I fixed the module 'sys' has no attribute 'maxint' error with the following steps:

  1. Run gcloud info
  2. Note down the Python Location as <python_location>
  3. Run <python_location> -m pip install crcmod

I’m using Homebrew Python, which is currently at v 3.10.7, but when I ran gcloud info, I saw that the Python version was 3.9.14 (different than brew’s current Python version). Directly running pip3 install -U crcmod did not work as it was installing crcmod for Python3.10, which isn’t the Python used by gsutil. Hope this helps others who experience the same problem!

I will close this based on https://github.com/GoogleCloudPlatform/gsutil/issues/1123.

@martindufort The maxint seems to be an issue because of crcmod which is a separate issue and is not related to the multiprocessing issue discussed here. Please install crcmod directly to fix it. You can refer to https://github.com/GoogleCloudPlatform/gsutil/issues/1123 to learn more about the crcmod issue. The compiled crcmod library shipped with gsutil is broken for Python3 and hence we recommend installing crcmod directly. Feel free to file a separate issue if that does not work for you.

Thanks!

In 303.0.0 now getting TypeError: cannot pickle '_io.TextIOWrapper' objec

Getting this error with this Cloud SDK version:

Google Cloud SDK 325.0.0
beta 2021.01.22
bq 2.0.64
cloud-datastore-emulator 2.1.0
core 2021.01.22
gcloud 
gsutil 4.58

when trying to synchronize.

Building synchronization state...
Starting synchronization...
module 'sys' has no attribute 'maxint'

: python --version                                                                                                                    
Python 3.7.1

21st July, if nothing blocks the release

Unfortunately, the fix for AttributeError: module 'gslib' has no attribute 'USER_AGENT' was not rolled out in the 301.0.0 release. It will be part of 302.0.0. Sorry for the delay.

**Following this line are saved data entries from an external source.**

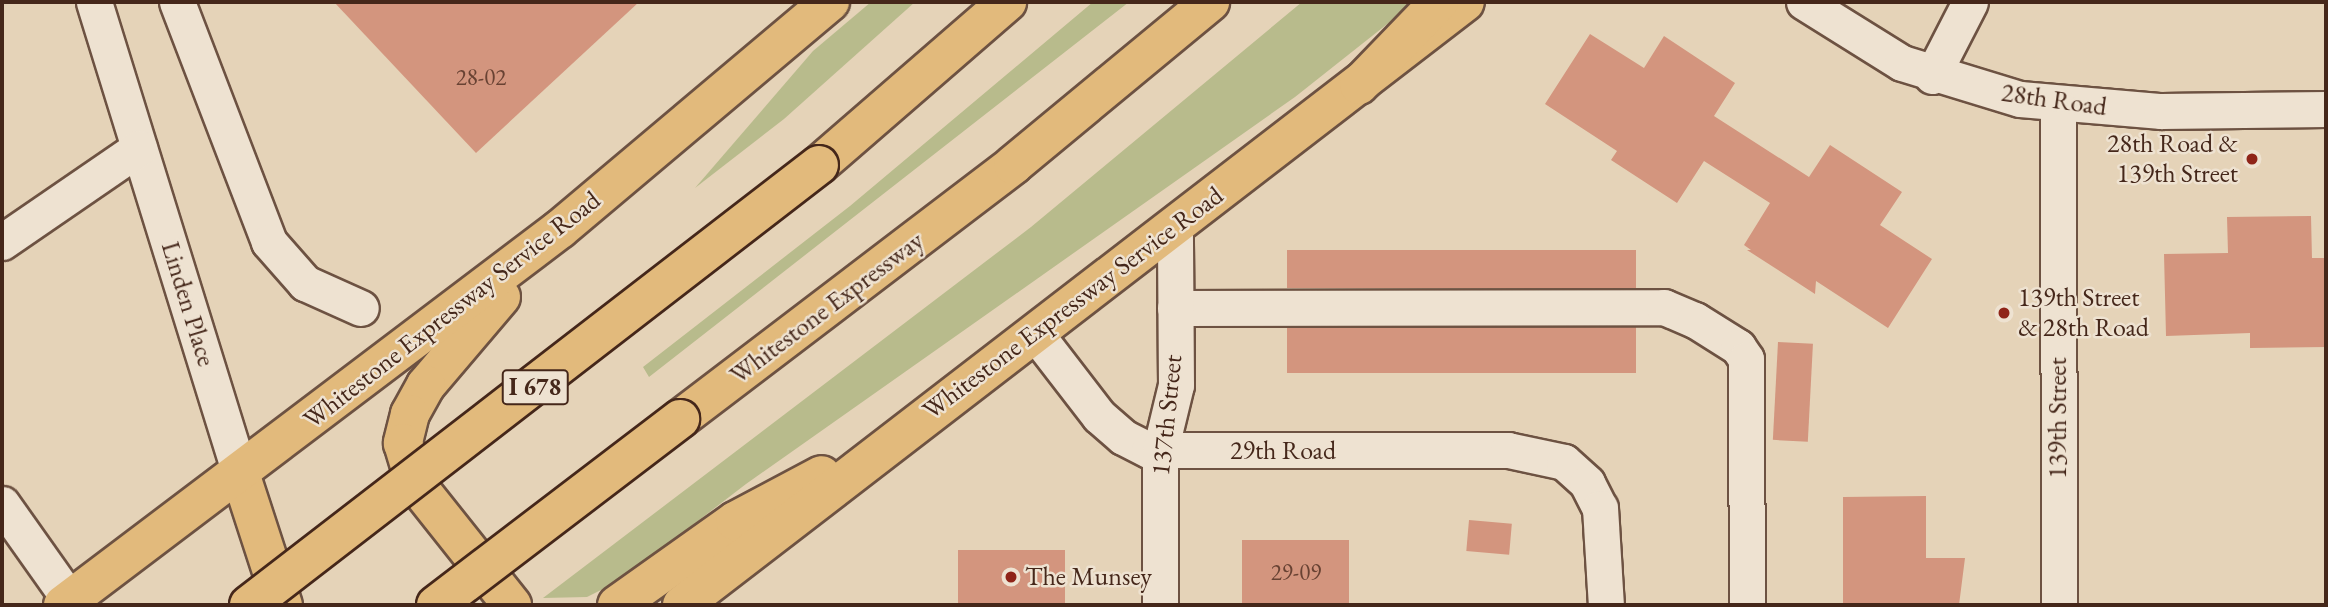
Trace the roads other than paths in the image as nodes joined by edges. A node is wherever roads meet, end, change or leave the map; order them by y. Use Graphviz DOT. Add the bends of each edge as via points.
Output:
graph roads {
  1 [pos="94,2"];
  2 [pos="177,2"];
  3 [pos="830,2"];
  4 [pos="1007,2"];
  5 [pos="1210,2"];
  6 [pos="1439,2"];
  7 [pos="1465,2"];
  8 [pos="1804,2"];
  9 [pos="1970,2"];
  10 [pos="1932,76"];
  11 [pos="1359,85"];
  12 [pos="2058,105"];
  13 [pos="2326,109"];
  14 [pos="139,148"];
  15 [pos="1175,224"];
  16 [pos="560,229"];
  17 [pos="2,242"];
  18 [pos="361,308"];
  19 [pos="1175,308"];
  20 [pos="1035,332"];
  21 [pos="897,438"];
  22 [pos="1160,451"];
  23 [pos="240,472"];
  24 [pos="2,504"];
  25 [pos="67,603"];
  26 [pos="249,605"];
  27 [pos="283,605"];
  28 [pos="436,605"];
  29 [pos="512,605"];
  30 [pos="617,605"];
  31 [pos="682,605"];
  32 [pos="1160,605"];
  33 [pos="1606,605"];
  34 [pos="1747,605"];
  35 [pos="2059,605"];
  1 -- 14 [label="street, Linden Place"];
  2 -- 18 [label="street" via="269,242 305,283"];
  3 -- 16 [label="main road, Whitestone Expressway Service Road"];
  4 -- 26 [label="main road, I 678, bridge" via="819,165"];
  5 -- 28 [label="main road, Whitestone Expressway, bridge" via="1013,165"];
  6 -- 11 [label="main road"];
  7 -- 11 [label="main road, Whitestone Expressway Service Road"];
  8 -- 10 [label="street, 28th Road" via="1874,50"];
  9 -- 10 [label="street"];
  10 -- 12 [label="street, 28th Road"];
  11 -- 15 [label="main road, Whitestone Expressway Service Road"];
  12 -- 13 [label="street, 28th Road" via="2161,111"];
  12 -- 35 [label="street, 139th Street"];
  14 -- 17 [label="street"];
  14 -- 23 [label="street, Linden Place"];
  15 -- 19 [label="street, 137th Street"];
  15 -- 20 [label="main road, Whitestone Expressway Service Road"];
  16 -- 23 [label="main road, Whitestone Expressway Service Road"];
  16 -- 29 [label="main road" via="426,385 410,414 403,443 415,484"];
  19 -- 22 [label="street, 137th Street" via="1175,397"];
  19 -- 34 [label="street" via="1664,306 1695,320 1738,347 1746,359"];
  20 -- 21 [label="main road, Whitestone Expressway Service Road"];
  20 -- 22 [label="street, 29th Road" via="1107,424 1131,442"];
  21 -- 30 [label="main road" via="735,521"];
  21 -- 31 [label="main road, Whitestone Expressway Service Road"];
  22 -- 32 [label="street, 137th Street"];
  22 -- 33 [label="street, 29th Road" via="1522,450 1555,457 1578,473 1604,521"];
  23 -- 25 [label="main road, Whitestone Expressway Service Road"];
  23 -- 27 [label="main road, Linden Place"];
  24 -- 25 [label="street"];
}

@dilipped yes I can reproduce. As soon as I update, it breaks:


$ gsutil -m rsync -r -c -x '^\.|.*\.js\.map$' . gs://croquet.io/
Building synchronization state...
Starting synchronization...

$ gcloud version
Google Cloud SDK 297.0.0
beta 2019.05.17
bq 2.0.58
core 2020.06.12
gsutil 4.51
kubectl 2020.05.01
Updates are available for some Cloud SDK components.  To install them,
please run:
  $ gcloud components update

$ sudo gcloud components update 


Your current Cloud SDK version is: 297.0.0
You will be upgraded to version: 298.0.0

┌─────────────────────────────────────────────────────────────────────────────┐
│                      These components will be updated.                      │
├─────────────────────────────────────────────────────┬────────────┬──────────┤
│                         Name                        │  Version   │   Size   │
├─────────────────────────────────────────────────────┼────────────┼──────────┤
│ BigQuery Command Line Tool (Platform Specific)      │     2.0.58 │  < 1 MiB │
│ Cloud SDK Core Libraries                            │ 2020.06.19 │ 15.0 MiB │
│ Cloud SDK Core Libraries (Platform Specific)        │ 2020.06.19 │  < 1 MiB │
│ Cloud Storage Command Line Tool (Platform Specific) │       4.51 │  < 1 MiB │
│ gcloud cli dependencies                             │ 2020.06.19 │  3.4 MiB │
└─────────────────────────────────────────────────────┴────────────┴──────────┘

...

Update done!

To revert your SDK to the previously installed version, you may run:
  $ gcloud components update --version 297.0.0

$ gsutil -m rsync -r -c -x '^\.|.*\.js\.map$' . gs://croquet.io/

WARNING: You have requested checksumming but your crcmod installation isn't
using the module's C extension, so checksumming will run very slowly. For help
installing the extension, please see "gsutil help crcmod".

Building synchronization state...
Starting synchronization...
module 'sys' has no attribute 'maxint'
CommandException: 1 files/objects could not be copied/removed.
$ 

I can confirm that manually installing crcmod is valid workaround.

The only tricky thing is that you have to identify which python gsutil is using, and hence the corresponding pip. If you have configured the CLOUDSDK_PYTHON environment variable, the path is easy to be identified. If not, check the python version via gsutil version -l. 😉

Can you update us when this is fixed? It’s still an issue for me (after updating gcloud components).

#1107 Is not deployed yet. We are working on the release and it should be out by next week or the week after. The PR does not address the crcmod issue. For crcmod related error, installing the library directly should resolve the issue - https://cloud.google.com/storage/docs/gsutil/addlhelp/CRC32CandInstallingcrcmod

@Amzd which python version are you using? You can check that by doing gsutil ver -l. Make sure you are installing crcmod for the correct python version. If you have multiple Python binaries available on your system, it is possible that gcloud is running on one python version but the crcmod is getting installed for a different python version.

You can check your python path by running gcloud info. Then you can run <your python path> -m pip install crcmod to install crcmod for that particular python version.

In 303.0.0 now getting TypeError: cannot pickle '_io.TextIOWrapper' objec

Please see https://github.com/GoogleCloudPlatform/gsutil/issues/961#issuecomment-663565856. It solved the problem for me.

I just wanted to point out that 303.0.0 only fixes theAttributeError: module 'gslib' has no attribute 'USER_AGENT' issue. The other two issues have not been fixed yet. For the maxint issue, the work around would be to install crcmod library directly instead of relying on the one shipped with gsutil for macOS. Instructions can be found here https://cloud.google.com/storage/docs/gsutil/addlhelp/CRC32CandInstallingcrcmod.